Top of Information provided

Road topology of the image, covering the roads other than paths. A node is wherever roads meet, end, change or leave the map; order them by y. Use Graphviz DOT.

Bottom of Information provided
Top of Information provided

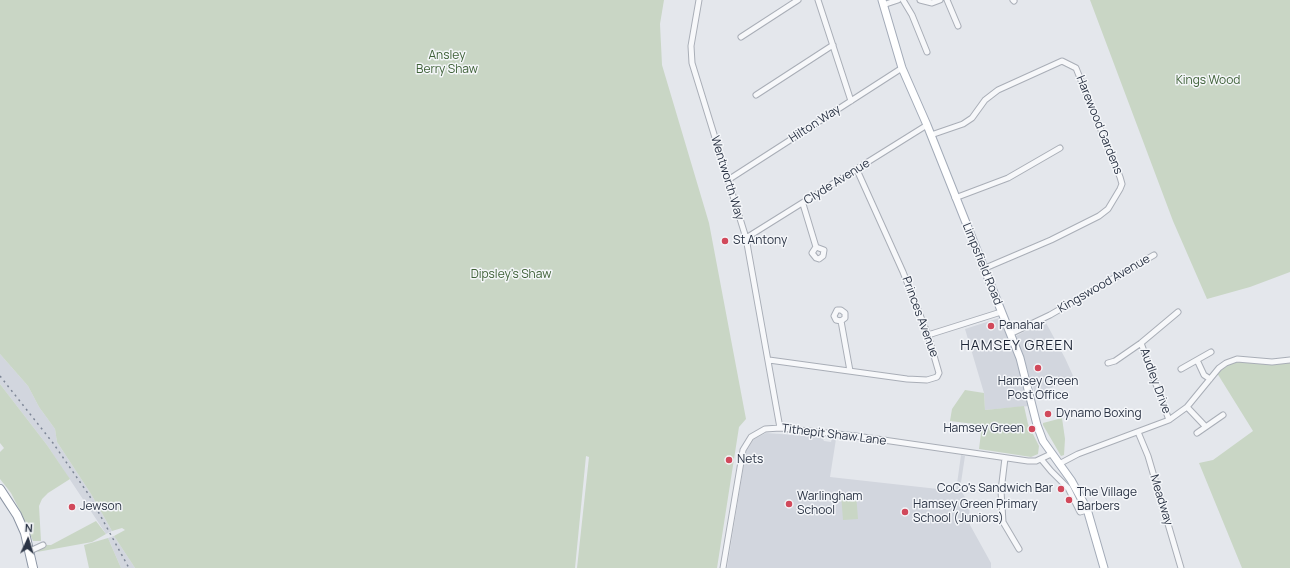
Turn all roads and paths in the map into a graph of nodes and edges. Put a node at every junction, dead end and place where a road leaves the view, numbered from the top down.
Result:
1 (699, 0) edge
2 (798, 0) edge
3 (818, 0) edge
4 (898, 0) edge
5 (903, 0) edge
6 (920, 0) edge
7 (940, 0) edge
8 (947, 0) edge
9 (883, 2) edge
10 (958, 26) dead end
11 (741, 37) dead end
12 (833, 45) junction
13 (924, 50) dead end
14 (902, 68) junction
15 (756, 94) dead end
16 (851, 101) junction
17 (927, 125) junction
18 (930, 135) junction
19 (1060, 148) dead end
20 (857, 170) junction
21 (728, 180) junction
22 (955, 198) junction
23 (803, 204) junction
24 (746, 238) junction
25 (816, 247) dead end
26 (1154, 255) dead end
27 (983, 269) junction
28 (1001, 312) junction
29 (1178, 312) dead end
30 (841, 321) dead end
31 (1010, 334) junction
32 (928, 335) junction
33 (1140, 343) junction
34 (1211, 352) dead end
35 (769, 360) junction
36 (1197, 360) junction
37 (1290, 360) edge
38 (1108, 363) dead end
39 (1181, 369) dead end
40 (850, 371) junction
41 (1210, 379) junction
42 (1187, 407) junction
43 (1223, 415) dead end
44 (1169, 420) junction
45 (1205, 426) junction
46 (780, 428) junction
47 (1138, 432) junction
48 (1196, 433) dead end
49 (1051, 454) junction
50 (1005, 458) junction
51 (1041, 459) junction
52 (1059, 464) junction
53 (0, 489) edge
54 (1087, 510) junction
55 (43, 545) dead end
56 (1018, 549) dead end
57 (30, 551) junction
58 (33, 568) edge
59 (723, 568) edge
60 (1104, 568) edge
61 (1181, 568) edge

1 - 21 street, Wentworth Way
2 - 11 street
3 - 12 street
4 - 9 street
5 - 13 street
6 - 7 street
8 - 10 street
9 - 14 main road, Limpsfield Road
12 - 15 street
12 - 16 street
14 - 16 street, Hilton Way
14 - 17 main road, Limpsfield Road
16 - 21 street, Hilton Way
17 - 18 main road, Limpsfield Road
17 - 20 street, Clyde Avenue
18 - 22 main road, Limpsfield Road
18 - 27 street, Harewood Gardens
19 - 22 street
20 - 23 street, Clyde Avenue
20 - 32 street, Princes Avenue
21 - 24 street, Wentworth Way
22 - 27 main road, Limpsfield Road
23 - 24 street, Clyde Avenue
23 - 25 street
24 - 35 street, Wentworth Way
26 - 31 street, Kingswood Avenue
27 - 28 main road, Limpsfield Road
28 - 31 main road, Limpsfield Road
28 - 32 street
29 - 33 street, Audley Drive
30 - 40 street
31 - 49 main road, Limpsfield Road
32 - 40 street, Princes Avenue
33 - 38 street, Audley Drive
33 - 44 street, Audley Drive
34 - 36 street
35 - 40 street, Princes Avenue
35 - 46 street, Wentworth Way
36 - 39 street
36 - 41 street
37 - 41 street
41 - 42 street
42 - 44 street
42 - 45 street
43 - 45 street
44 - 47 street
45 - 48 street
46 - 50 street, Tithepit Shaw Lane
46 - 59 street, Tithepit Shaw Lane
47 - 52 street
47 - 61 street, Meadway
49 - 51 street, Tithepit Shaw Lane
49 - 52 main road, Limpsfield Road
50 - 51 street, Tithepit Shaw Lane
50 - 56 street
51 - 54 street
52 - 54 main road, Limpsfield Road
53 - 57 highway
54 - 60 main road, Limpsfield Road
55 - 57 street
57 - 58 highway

Bottom of Information provided
Top of Information provided

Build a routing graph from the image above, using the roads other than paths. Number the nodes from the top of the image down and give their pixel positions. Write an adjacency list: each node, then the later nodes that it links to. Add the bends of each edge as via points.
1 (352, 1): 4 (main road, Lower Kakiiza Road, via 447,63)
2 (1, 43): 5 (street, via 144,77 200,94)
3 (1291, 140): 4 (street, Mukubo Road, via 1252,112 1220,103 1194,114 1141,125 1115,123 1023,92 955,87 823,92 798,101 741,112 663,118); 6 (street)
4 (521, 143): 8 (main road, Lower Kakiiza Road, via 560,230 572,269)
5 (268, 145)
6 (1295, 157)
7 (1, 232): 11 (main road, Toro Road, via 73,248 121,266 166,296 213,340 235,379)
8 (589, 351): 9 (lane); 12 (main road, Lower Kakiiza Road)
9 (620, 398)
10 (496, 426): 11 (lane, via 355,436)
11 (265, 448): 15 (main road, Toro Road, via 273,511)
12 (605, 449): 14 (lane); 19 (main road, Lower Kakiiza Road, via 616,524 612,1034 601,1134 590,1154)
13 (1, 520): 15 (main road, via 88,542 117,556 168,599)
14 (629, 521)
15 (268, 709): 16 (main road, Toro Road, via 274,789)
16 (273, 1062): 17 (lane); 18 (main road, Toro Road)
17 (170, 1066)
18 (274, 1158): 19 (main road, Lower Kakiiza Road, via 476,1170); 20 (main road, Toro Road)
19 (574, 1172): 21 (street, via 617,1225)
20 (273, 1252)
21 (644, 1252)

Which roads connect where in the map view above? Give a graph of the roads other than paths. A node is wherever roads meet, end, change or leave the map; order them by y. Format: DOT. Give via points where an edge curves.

Bottom of Information provided

▸ **What to produce**
Using the data above, reproduce exactly the lines between those holding "Build a routing" and "Which roads connect", inclusive, and no others.

▸ **The completed task**
Build a routing graph from the image above, using the roads other than paths. Number the nodes from the top of the image down and give their pixel positions. Write an adjacency list: each node, then the later nodes that it links to. Add the bends of each edge as via points.
1 (352, 1): 4 (main road, Lower Kakiiza Road, via 447,63)
2 (1, 43): 5 (street, via 144,77 200,94)
3 (1291, 140): 4 (street, Mukubo Road, via 1252,112 1220,103 1194,114 1141,125 1115,123 1023,92 955,87 823,92 798,101 741,112 663,118); 6 (street)
4 (521, 143): 8 (main road, Lower Kakiiza Road, via 560,230 572,269)
5 (268, 145)
6 (1295, 157)
7 (1, 232): 11 (main road, Toro Road, via 73,248 121,266 166,296 213,340 235,379)
8 (589, 351): 9 (lane); 12 (main road, Lower Kakiiza Road)
9 (620, 398)
10 (496, 426): 11 (lane, via 355,436)
11 (265, 448): 15 (main road, Toro Road, via 273,511)
12 (605, 449): 14 (lane); 19 (main road, Lower Kakiiza Road, via 616,524 612,1034 601,1134 590,1154)
13 (1, 520): 15 (main road, via 88,542 117,556 168,599)
14 (629, 521)
15 (268, 709): 16 (main road, Toro Road, via 274,789)
16 (273, 1062): 17 (lane); 18 (main road, Toro Road)
17 (170, 1066)
18 (274, 1158): 19 (main road, Lower Kakiiza Road, via 476,1170); 20 (main road, Toro Road)
19 (574, 1172): 21 (street, via 617,1225)
20 (273, 1252)
21 (644, 1252)

Which roads connect where in the map view above? Give a graph of the roads other than paths. A node is wherever roads meet, end, change or leave the map; order them by y. Format: DOT. Give via points where an edge curves.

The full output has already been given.